» THE TASK
Pull every line with the word "index" out of the entries below.

» MATERIAL FOR THE TASK
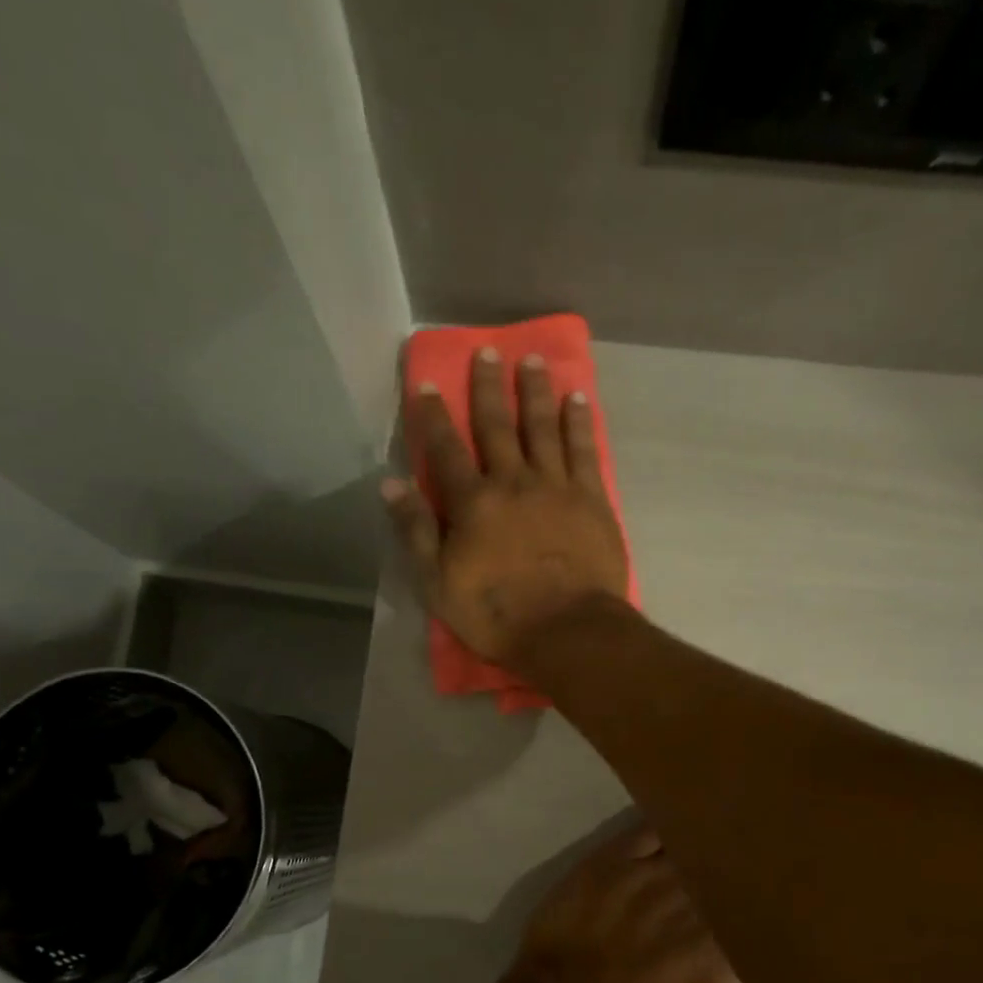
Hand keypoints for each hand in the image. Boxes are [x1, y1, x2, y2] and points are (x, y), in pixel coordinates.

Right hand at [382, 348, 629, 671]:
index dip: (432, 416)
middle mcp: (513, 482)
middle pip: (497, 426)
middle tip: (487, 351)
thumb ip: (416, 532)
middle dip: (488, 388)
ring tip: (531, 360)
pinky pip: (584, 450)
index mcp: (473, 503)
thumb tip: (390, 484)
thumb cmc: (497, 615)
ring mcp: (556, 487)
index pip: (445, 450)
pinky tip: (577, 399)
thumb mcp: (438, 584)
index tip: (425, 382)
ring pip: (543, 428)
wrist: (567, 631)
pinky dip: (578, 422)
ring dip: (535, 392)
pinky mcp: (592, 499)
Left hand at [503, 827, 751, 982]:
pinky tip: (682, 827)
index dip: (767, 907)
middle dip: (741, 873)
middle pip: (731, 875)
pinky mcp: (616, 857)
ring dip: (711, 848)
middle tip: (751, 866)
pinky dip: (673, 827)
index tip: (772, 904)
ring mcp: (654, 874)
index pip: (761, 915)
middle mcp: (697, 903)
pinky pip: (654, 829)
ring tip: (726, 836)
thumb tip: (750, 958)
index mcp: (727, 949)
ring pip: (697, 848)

» OUTPUT OF THE EXERCISE
index dip: (432, 416)
index mcp: (473, 503)
index pip: (445, 450)
index tip: (425, 382)
index dip: (767, 907)
index tip: (772, 904)
index pip: (761, 915)
index mcp: (727, 949)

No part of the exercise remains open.